Stanford Optimistic About Study Abroad in Middle East

Prospects for a Middle East Program

With Middle Eastern affairs flooding the media, student curiosity about the region has risen in recent years. After considering possible hazards and gauging student curiosity, Stanford is now considering establishing a study abroad program in the Middle East.

Leading educational institutions such as Georgetown, New York University, and Carnegie Mellon have already established permanent college campuses in the region.

Undergraduate Senate Representative Deepa Kannappan ’13 believes students would likely see an overseas seminar in the region first. “Historically, [a Bing overseas program has] started off as a three-week seminar,” explained Kannappan.

“Over the course of the three weeks, Stanford faculty members take about fifteen students to a location overseas to study and experience a new culture.

If that is done well, then [administrators] choose to expand it into a quarter long program,” added Kannappan.

“The seminars were removed due to funding cuts about two summers ago,” said Kannappan, “but Provost Etchemendy and Bob Sinclair are currently applying for funding and are confident [enough] about the return of the program to talk about it to elected students at a joint-legislative meeting.”

Director of the Bing Program Bob Sinclair said it will “probably [return] in the late summer of 2012.”

He added, “[The Bing Program] would like to then expand in the year after to one or two places, and start making contacts for as to whether we should consider having a permanent location there.”

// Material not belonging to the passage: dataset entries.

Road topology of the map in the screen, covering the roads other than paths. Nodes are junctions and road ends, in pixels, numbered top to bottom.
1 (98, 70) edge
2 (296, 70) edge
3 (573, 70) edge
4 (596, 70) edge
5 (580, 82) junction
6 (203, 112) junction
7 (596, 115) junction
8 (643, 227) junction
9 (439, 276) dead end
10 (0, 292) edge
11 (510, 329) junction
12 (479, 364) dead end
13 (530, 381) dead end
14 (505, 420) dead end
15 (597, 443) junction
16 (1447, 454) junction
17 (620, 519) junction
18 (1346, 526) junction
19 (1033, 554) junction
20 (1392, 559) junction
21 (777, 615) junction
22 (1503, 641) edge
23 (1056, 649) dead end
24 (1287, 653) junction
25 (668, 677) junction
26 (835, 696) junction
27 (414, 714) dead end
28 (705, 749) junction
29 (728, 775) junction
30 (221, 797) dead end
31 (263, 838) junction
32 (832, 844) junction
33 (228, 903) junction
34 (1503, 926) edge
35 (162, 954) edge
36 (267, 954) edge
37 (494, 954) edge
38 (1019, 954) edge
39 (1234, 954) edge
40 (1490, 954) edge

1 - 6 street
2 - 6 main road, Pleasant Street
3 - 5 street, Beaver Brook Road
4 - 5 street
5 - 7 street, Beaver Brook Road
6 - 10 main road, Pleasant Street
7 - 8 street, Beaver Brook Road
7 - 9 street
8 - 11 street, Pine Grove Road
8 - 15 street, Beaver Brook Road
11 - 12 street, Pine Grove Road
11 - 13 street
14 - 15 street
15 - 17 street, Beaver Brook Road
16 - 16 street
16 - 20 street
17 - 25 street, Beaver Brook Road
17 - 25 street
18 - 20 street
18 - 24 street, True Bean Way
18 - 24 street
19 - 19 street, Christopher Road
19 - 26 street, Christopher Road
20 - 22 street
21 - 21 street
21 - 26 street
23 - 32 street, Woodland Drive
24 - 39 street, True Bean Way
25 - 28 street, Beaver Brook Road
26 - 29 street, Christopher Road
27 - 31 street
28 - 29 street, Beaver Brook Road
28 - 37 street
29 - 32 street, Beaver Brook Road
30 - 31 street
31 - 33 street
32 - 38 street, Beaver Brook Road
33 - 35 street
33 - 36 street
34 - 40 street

Considering Student Safety

Some Middle Eastern countries are known for operating under strict gender and religious societal regulations. The University is taking this into consideration. Sinclair stated, “As far as we’re concerned, gender equality, racial equality, and sexual equality [are] extremely important for our students, so we would not go to a place whereby there would be any restrictions for our students’ expression.”

After acknowledging Stanford’s non-discrimination policy’s application at home and abroad, Kannappan noted, “[Studying abroad is] a personal decision. If you choose to go to Africa, and you don’t look African, but you think you might be discriminated against and you’re not okay with that, then it’s your personal choice not to go there. Study abroad isn’t mandatory.”

However, the concerns surrounding gender and sexuality will not go away anytime soon. Students who identify as homosexual or hold divergent religious views may be hesitant to go. Despite these or any other personal concerns, some students may still decide to make the trip.

“Students’ experience of the Middle East can be highly variable,” said Isaac Bleaman ’12, who recently returned home from a semester abroad in Israel at the Rothberg International School.

Nonetheless, Bleaman said, “The vast majority of people I know would probably recommend it to their friends. I would not necessarily, but I see both sides.

To those who think their personal beliefs and habits might be problematic while abroad in the Middle East, Bleaman cautioned, “You have to know going in what the risks are.” He stressed that the risks “certainly are real. There’s no reason to be naïve. And ultimately it might be better not to go.”

In contrast to Bleaman’s experience, Meredith Wheeler ’14 said her experience in the Middle East “was amazing” and that she would recommend it to her fellow students. “I have absolutely no regrets,” she said.

She spent 10 months working for an NGO in Egypt during a gap year.

As for the potential dangers, she stated that there is “probably nothing you wouldn’t see in any major city.” However, she also said, “When you’re talking about safety, Israel is another question.”

Following Student Interest

Whether to begin a Bing program in Israel will not be an issue because according to Sinclair, an Israel program is not currently an option for Stanford. “There is a State Department travel warning for Israel, so according to Stanford University policy, we are not allowed to set up in that location.”

Locations currently under consideration include Egypt, Dubai, Jordan, Turkey, and Istanbul. But in light of recent unrest in Egypt, the University is hesitant to consider it as a potential program location. “We are looking first at Turkey and Istanbul,” said Sinclair.

“Turkey is striving to become a part of the European community so many of those issues are not as dominant in Turkey as they [would be] in another Islamic country,” he added. Kannappan recently surveyed Stanford students regarding different aspects of undergraduate life. Part of the survey addressed study abroad in the Middle East.

According to student responses, students’ most desired locations included include Egypt, Israel, Dubai, Jordan, and Abu Dhabi, in order of popularity, with Dubai and Jordan tied for third place. However, because Turkey was not included as a response option, relative student interest in Turkey remains unknown.

Based on the 300 survey responses received, 66 percent of respondents would support a program in the Middle East. Approximately 75 percent of those students were current freshmen and sophomores—those students most likely to have the option of attending a program in the region.

But the decision about the program remains far from settled. “Stuff keeps happening [in the Middle East], and it’s not all good stuff. So it will be a lot harder to find a safe place,” said Kannappan.

For students, location matters. An important aspect of a study abroad location is that “you have to balance safe with interesting and useful,” Kannappan added.

Editor’s Note: This article has been corrected so as to comply with an on-the-record request and eliminate a potential source of misinterpretation.